══ Task data ══

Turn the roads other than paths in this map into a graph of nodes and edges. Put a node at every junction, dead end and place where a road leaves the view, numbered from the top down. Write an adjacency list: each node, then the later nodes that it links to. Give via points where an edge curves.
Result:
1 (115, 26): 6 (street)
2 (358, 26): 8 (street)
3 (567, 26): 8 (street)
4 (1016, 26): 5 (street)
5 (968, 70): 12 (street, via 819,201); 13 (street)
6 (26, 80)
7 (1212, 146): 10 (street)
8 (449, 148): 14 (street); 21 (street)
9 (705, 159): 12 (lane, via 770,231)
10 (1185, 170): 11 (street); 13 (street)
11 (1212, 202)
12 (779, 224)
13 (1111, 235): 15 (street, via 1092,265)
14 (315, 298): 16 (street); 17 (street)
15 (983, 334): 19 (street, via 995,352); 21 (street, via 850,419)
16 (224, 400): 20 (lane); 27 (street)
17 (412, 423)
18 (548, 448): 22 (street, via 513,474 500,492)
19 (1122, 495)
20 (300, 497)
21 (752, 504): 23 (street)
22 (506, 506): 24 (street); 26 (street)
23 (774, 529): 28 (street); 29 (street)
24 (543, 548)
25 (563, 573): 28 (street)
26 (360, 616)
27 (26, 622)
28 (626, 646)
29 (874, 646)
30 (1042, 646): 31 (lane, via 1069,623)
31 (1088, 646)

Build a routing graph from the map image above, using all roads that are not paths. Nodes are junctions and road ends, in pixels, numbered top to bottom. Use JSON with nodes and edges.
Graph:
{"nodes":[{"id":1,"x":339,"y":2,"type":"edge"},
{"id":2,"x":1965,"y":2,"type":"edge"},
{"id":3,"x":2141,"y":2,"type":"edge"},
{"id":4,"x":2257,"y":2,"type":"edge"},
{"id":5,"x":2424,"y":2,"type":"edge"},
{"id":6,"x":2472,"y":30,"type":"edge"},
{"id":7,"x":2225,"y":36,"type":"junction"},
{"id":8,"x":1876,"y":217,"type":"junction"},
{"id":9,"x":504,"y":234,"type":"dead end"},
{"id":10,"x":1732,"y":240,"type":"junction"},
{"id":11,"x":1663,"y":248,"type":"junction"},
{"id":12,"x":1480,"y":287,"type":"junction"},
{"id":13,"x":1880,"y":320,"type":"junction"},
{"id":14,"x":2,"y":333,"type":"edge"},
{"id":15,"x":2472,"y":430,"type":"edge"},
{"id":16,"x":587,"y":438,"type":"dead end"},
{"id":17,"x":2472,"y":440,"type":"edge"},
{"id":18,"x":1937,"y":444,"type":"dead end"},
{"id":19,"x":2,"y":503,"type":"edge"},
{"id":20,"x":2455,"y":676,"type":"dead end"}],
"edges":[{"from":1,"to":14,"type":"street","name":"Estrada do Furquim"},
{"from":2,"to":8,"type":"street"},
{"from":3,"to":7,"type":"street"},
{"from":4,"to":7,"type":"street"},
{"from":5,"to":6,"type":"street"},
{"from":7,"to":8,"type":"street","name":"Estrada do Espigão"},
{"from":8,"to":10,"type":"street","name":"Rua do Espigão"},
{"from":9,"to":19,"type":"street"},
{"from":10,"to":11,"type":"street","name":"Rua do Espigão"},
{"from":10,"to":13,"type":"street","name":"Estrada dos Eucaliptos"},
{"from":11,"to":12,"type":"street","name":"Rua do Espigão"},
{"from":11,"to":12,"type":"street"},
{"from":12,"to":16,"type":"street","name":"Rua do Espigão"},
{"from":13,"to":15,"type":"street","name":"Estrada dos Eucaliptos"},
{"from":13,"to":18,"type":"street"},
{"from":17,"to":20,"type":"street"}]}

═══

§ Task prompt
Restate all of the entries exactly, please.

§ Response to this task
Turn the roads other than paths in this map into a graph of nodes and edges. Put a node at every junction, dead end and place where a road leaves the view, numbered from the top down. Write an adjacency list: each node, then the later nodes that it links to. Give via points where an edge curves.
Result:
1 (115, 26): 6 (street)
2 (358, 26): 8 (street)
3 (567, 26): 8 (street)
4 (1016, 26): 5 (street)
5 (968, 70): 12 (street, via 819,201); 13 (street)
6 (26, 80)
7 (1212, 146): 10 (street)
8 (449, 148): 14 (street); 21 (street)
9 (705, 159): 12 (lane, via 770,231)
10 (1185, 170): 11 (street); 13 (street)
11 (1212, 202)
12 (779, 224)
13 (1111, 235): 15 (street, via 1092,265)
14 (315, 298): 16 (street); 17 (street)
15 (983, 334): 19 (street, via 995,352); 21 (street, via 850,419)
16 (224, 400): 20 (lane); 27 (street)
17 (412, 423)
18 (548, 448): 22 (street, via 513,474 500,492)
19 (1122, 495)
20 (300, 497)
21 (752, 504): 23 (street)
22 (506, 506): 24 (street); 26 (street)
23 (774, 529): 28 (street); 29 (street)
24 (543, 548)
25 (563, 573): 28 (street)
26 (360, 616)
27 (26, 622)
28 (626, 646)
29 (874, 646)
30 (1042, 646): 31 (lane, via 1069,623)
31 (1088, 646)

Build a routing graph from the map image above, using all roads that are not paths. Nodes are junctions and road ends, in pixels, numbered top to bottom. Use JSON with nodes and edges.
Graph:
{"nodes":[{"id":1,"x":339,"y":2,"type":"edge"},
{"id":2,"x":1965,"y":2,"type":"edge"},
{"id":3,"x":2141,"y":2,"type":"edge"},
{"id":4,"x":2257,"y":2,"type":"edge"},
{"id":5,"x":2424,"y":2,"type":"edge"},
{"id":6,"x":2472,"y":30,"type":"edge"},
{"id":7,"x":2225,"y":36,"type":"junction"},
{"id":8,"x":1876,"y":217,"type":"junction"},
{"id":9,"x":504,"y":234,"type":"dead end"},
{"id":10,"x":1732,"y":240,"type":"junction"},
{"id":11,"x":1663,"y":248,"type":"junction"},
{"id":12,"x":1480,"y":287,"type":"junction"},
{"id":13,"x":1880,"y":320,"type":"junction"},
{"id":14,"x":2,"y":333,"type":"edge"},
{"id":15,"x":2472,"y":430,"type":"edge"},
{"id":16,"x":587,"y":438,"type":"dead end"},
{"id":17,"x":2472,"y":440,"type":"edge"},
{"id":18,"x":1937,"y":444,"type":"dead end"},
{"id":19,"x":2,"y":503,"type":"edge"},
{"id":20,"x":2455,"y":676,"type":"dead end"}],
"edges":[{"from":1,"to":14,"type":"street","name":"Estrada do Furquim"},
{"from":2,"to":8,"type":"street"},
{"from":3,"to":7,"type":"street"},
{"from":4,"to":7,"type":"street"},
{"from":5,"to":6,"type":"street"},
{"from":7,"to":8,"type":"street","name":"Estrada do Espigão"},
{"from":8,"to":10,"type":"street","name":"Rua do Espigão"},
{"from":9,"to":19,"type":"street"},
{"from":10,"to":11,"type":"street","name":"Rua do Espigão"},
{"from":10,"to":13,"type":"street","name":"Estrada dos Eucaliptos"},
{"from":11,"to":12,"type":"street","name":"Rua do Espigão"},
{"from":11,"to":12,"type":"street"},
{"from":12,"to":16,"type":"street","name":"Rua do Espigão"},
{"from":13,"to":15,"type":"street","name":"Estrada dos Eucaliptos"},
{"from":13,"to":18,"type":"street"},
{"from":17,"to":20,"type":"street"}]}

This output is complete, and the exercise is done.